_Work instruction_
Every entry below has to appear again in your reply, word for word, but no picture may.

_Data supplied_

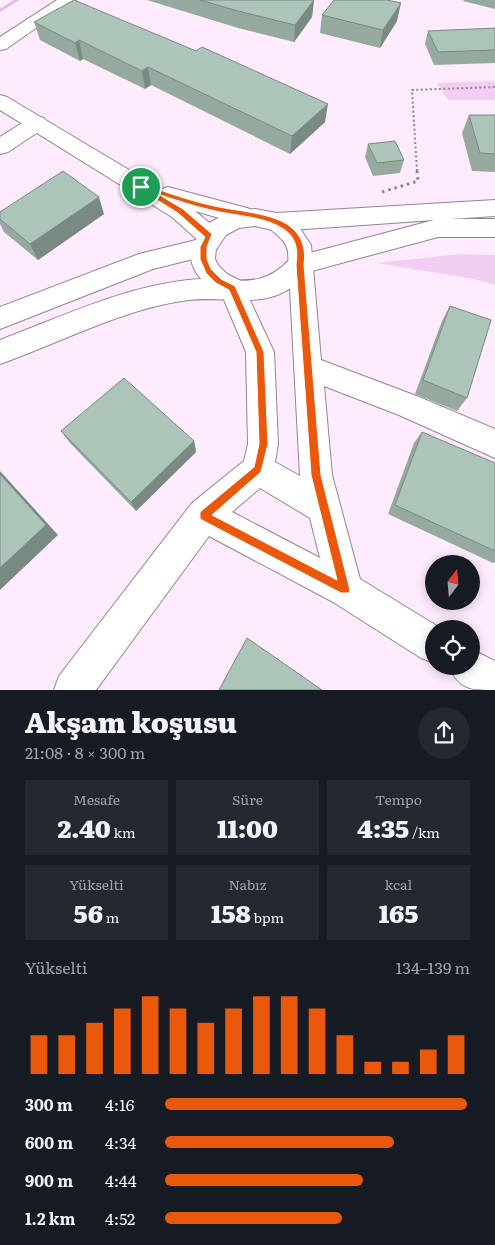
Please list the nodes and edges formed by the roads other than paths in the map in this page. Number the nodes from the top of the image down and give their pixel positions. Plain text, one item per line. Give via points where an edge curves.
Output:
1 (46, 0) edge
2 (68, 0) edge
3 (0, 28) edge
4 (0, 46) edge
5 (0, 101) edge
6 (37, 123) junction
7 (0, 147) edge
8 (141, 187) junction
9 (495, 208) edge
10 (247, 217) junction
11 (277, 222) junction
12 (495, 228) edge
13 (206, 241) junction
14 (300, 265) junction
15 (232, 288) junction
16 (0, 318) edge
17 (0, 352) edge
18 (309, 368) junction
19 (495, 444) edge
20 (258, 469) junction
21 (324, 508) junction
22 (204, 515) junction
23 (345, 590) junction
24 (425, 639) edge
25 (480, 674) edge
26 (495, 683) edge
27 (73, 690) edge

1 - 3 street
2 - 4 street
5 - 6 street
6 - 7 street
6 - 8 street
8 - 10 street
8 - 13 street via 180,211
9 - 11 street
10 - 11 street
10 - 13 street via 219,226
11 - 14 street via 298,240 302,252
12 - 14 street via 438,228
13 - 15 street via 203,259 208,271
13 - 16 street
14 - 15 street via 281,285 249,291
14 - 18 street
15 - 17 street via 188,290 145,298
15 - 20 street via 260,352 263,444
18 - 19 street via 409,406
18 - 21 street via 316,475
20 - 21 street
20 - 22 street
21 - 23 street
22 - 23 street
22 - 27 street
23 - 24 street
25 - 26 street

_The completed task_
Please list the nodes and edges formed by the roads other than paths in the map in this page. Number the nodes from the top of the image down and give their pixel positions. Plain text, one item per line. Give via points where an edge curves.
Output:
1 (46, 0) edge
2 (68, 0) edge
3 (0, 28) edge
4 (0, 46) edge
5 (0, 101) edge
6 (37, 123) junction
7 (0, 147) edge
8 (141, 187) junction
9 (495, 208) edge
10 (247, 217) junction
11 (277, 222) junction
12 (495, 228) edge
13 (206, 241) junction
14 (300, 265) junction
15 (232, 288) junction
16 (0, 318) edge
17 (0, 352) edge
18 (309, 368) junction
19 (495, 444) edge
20 (258, 469) junction
21 (324, 508) junction
22 (204, 515) junction
23 (345, 590) junction
24 (425, 639) edge
25 (480, 674) edge
26 (495, 683) edge
27 (73, 690) edge

1 - 3 street
2 - 4 street
5 - 6 street
6 - 7 street
6 - 8 street
8 - 10 street
8 - 13 street via 180,211
9 - 11 street
10 - 11 street
10 - 13 street via 219,226
11 - 14 street via 298,240 302,252
12 - 14 street via 438,228
13 - 15 street via 203,259 208,271
13 - 16 street
14 - 15 street via 281,285 249,291
14 - 18 street
15 - 17 street via 188,290 145,298
15 - 20 street via 260,352 263,444
18 - 19 street via 409,406
18 - 21 street via 316,475
20 - 21 street
20 - 22 street
21 - 23 street
22 - 23 street
22 - 27 street
23 - 24 street
25 - 26 street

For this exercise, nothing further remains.